== DATA FOR THIS EXERCISE
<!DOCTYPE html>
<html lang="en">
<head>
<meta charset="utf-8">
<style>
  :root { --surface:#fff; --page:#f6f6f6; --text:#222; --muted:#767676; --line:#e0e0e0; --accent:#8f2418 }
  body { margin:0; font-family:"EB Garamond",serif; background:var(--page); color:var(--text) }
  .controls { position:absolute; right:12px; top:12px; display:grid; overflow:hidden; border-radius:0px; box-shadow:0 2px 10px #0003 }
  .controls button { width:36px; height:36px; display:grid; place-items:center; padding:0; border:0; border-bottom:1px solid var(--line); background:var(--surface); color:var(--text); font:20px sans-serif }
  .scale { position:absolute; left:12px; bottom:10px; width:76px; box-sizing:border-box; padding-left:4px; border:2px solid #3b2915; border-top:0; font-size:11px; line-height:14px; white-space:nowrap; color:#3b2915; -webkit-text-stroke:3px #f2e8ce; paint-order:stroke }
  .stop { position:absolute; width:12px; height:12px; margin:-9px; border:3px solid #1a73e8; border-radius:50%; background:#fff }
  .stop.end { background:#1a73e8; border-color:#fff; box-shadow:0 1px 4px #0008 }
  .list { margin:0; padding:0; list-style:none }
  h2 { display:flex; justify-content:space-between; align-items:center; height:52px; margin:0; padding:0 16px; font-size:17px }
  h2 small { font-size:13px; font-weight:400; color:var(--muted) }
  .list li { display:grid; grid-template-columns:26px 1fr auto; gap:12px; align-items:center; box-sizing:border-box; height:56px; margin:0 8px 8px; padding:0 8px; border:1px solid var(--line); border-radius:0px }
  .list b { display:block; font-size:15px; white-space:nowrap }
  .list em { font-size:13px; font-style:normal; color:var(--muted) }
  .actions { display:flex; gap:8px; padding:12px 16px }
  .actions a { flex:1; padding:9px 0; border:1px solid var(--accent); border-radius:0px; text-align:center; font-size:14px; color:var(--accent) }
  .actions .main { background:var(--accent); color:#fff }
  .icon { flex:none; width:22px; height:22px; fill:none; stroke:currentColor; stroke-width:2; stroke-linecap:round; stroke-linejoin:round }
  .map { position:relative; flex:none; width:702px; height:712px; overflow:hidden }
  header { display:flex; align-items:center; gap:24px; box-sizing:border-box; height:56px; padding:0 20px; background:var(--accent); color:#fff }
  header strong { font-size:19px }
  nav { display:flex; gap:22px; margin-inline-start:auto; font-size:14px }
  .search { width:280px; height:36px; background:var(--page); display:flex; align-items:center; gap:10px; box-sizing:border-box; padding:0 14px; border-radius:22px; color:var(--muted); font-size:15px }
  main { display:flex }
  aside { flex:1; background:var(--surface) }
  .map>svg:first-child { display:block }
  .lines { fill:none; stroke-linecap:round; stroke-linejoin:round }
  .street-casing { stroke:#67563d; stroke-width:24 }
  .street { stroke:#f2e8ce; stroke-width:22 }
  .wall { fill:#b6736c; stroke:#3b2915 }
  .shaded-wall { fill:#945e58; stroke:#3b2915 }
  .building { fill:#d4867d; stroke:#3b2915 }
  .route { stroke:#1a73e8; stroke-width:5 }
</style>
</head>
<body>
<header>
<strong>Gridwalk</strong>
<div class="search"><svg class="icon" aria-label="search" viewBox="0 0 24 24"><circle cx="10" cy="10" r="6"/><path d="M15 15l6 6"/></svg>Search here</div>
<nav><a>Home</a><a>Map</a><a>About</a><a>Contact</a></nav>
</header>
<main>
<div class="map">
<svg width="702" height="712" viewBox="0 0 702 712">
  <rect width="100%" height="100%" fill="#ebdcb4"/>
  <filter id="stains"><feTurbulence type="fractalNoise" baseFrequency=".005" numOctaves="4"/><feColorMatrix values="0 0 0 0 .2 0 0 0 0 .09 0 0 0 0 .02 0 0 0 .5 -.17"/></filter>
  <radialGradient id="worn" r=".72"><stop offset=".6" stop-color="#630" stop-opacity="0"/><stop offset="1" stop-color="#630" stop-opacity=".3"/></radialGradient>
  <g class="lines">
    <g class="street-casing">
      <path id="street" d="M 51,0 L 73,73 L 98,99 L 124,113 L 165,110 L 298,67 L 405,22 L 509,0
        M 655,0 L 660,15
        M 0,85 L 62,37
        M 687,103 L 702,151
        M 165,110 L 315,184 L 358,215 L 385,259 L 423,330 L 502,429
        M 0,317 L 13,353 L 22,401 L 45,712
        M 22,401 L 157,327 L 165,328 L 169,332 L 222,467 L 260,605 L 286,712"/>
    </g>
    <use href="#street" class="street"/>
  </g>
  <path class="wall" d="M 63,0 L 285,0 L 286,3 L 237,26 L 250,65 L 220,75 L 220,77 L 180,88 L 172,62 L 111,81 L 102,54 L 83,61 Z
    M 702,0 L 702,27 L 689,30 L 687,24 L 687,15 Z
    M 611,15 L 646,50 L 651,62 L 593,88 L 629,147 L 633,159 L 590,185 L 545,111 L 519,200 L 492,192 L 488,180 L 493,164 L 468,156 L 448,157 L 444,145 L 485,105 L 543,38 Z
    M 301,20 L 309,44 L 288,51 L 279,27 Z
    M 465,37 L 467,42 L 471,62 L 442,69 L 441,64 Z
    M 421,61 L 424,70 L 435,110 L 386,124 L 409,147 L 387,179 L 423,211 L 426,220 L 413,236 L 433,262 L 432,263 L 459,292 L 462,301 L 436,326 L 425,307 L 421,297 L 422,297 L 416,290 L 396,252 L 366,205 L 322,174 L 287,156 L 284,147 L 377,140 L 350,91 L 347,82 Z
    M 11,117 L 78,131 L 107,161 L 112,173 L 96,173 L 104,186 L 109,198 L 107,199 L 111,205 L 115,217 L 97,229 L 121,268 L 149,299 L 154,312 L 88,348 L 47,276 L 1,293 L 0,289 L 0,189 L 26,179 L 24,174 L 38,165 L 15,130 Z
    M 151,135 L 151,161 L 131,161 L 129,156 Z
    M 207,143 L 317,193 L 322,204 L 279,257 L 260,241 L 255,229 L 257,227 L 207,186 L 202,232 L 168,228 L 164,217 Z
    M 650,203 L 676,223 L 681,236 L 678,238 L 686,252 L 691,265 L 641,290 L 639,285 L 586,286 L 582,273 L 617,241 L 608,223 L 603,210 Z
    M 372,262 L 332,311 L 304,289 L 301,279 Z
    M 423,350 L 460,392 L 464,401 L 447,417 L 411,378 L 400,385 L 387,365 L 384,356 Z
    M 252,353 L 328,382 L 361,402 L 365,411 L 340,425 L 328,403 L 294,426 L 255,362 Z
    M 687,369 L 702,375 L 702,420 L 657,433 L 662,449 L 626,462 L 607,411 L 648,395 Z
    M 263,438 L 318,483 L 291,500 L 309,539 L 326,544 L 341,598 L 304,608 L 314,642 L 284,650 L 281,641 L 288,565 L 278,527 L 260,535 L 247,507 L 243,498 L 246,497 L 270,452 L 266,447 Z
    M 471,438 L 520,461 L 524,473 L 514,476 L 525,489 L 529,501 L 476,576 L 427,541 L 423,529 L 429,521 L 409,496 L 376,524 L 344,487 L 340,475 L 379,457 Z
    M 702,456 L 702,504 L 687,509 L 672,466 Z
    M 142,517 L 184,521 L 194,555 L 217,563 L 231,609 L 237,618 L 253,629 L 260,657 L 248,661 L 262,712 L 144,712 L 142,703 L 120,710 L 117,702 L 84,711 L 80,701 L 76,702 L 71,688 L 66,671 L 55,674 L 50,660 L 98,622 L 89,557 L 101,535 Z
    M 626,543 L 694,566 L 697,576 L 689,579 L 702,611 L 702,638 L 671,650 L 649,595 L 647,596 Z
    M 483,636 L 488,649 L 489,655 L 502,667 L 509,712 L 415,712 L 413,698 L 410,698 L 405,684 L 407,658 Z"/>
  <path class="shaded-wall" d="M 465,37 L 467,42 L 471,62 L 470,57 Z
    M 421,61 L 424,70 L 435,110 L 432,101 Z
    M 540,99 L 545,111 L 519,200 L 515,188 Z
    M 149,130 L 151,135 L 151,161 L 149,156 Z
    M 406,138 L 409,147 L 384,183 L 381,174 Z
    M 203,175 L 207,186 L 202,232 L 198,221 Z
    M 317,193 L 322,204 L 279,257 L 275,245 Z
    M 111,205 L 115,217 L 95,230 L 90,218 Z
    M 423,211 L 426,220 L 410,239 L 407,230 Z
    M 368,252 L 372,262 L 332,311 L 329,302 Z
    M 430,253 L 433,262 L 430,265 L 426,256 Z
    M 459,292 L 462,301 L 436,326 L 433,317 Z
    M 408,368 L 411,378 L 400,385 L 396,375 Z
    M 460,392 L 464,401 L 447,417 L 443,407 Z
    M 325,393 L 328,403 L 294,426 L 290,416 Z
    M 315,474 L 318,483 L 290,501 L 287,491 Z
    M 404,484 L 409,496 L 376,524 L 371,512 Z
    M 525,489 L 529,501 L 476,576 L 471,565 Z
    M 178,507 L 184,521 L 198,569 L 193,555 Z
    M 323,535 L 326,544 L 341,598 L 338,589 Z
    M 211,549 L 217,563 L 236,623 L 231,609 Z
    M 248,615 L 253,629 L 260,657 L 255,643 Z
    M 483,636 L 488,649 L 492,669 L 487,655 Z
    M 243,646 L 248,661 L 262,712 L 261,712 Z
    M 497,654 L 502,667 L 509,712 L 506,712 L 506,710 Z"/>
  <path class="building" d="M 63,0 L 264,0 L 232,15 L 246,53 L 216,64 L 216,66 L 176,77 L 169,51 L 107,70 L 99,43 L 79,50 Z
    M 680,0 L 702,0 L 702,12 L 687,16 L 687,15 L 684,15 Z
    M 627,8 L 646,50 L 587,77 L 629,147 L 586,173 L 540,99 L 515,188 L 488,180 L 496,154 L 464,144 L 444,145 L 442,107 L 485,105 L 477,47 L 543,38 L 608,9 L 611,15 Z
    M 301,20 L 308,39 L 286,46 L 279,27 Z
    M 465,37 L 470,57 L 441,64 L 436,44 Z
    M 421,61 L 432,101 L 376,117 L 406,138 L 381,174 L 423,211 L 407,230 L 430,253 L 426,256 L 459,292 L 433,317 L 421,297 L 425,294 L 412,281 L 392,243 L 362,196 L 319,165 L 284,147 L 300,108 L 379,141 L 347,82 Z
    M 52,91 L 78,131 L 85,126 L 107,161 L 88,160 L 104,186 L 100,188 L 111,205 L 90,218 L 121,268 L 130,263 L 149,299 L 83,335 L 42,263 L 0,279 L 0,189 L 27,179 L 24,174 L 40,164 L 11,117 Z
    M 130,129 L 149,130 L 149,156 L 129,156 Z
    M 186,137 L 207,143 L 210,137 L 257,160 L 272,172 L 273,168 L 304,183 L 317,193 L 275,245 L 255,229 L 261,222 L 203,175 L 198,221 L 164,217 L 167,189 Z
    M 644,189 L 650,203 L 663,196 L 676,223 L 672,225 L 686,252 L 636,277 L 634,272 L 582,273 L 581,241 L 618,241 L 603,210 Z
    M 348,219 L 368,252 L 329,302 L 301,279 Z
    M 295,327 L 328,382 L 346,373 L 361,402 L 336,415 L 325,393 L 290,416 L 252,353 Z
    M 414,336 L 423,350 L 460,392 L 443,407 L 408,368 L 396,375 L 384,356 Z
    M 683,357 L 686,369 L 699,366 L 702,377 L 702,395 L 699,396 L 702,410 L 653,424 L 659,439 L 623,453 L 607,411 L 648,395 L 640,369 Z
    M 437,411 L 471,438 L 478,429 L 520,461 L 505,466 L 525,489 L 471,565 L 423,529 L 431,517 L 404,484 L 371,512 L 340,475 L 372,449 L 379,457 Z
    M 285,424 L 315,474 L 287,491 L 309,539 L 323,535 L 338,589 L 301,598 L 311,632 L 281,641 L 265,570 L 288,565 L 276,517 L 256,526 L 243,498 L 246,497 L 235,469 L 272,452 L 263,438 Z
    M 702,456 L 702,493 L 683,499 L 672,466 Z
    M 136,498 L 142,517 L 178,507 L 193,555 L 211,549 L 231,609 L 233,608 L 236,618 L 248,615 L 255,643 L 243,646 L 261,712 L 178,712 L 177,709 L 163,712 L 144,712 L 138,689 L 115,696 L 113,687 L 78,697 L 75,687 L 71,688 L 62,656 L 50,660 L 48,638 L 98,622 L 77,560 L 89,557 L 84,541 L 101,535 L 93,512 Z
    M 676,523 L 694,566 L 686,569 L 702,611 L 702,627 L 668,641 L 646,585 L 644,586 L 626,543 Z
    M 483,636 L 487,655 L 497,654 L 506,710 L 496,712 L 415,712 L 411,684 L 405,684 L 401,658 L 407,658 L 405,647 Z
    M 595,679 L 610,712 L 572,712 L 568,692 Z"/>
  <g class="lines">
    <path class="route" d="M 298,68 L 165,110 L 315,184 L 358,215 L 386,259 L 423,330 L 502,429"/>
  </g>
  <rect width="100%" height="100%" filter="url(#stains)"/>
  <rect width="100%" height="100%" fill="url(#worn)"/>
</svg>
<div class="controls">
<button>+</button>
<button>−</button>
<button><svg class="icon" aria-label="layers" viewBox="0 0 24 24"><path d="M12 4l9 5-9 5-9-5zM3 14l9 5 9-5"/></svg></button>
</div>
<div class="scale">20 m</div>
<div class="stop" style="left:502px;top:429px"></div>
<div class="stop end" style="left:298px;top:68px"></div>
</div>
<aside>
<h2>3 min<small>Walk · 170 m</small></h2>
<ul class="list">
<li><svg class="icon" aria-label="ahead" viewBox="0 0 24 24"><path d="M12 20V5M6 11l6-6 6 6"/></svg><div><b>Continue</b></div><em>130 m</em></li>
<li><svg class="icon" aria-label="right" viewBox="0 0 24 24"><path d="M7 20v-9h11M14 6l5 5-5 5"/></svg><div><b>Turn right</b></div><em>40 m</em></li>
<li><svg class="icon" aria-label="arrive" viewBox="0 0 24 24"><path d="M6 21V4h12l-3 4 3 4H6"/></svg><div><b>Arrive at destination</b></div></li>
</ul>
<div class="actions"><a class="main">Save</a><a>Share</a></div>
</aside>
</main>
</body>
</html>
====
→ **ACTION ITEM**
Only lines holding the word "scale" are wanted; copy each one from the listing.

→ **ANSWER FOR THIS EXERCISE**
  .scale { position:absolute; left:12px; bottom:10px; width:76px; box-sizing:border-box; padding-left:4px; border:2px solid #3b2915; border-top:0; font-size:11px; line-height:14px; white-space:nowrap; color:#3b2915; -webkit-text-stroke:3px #f2e8ce; paint-order:stroke }
<div class="scale">20 m</div>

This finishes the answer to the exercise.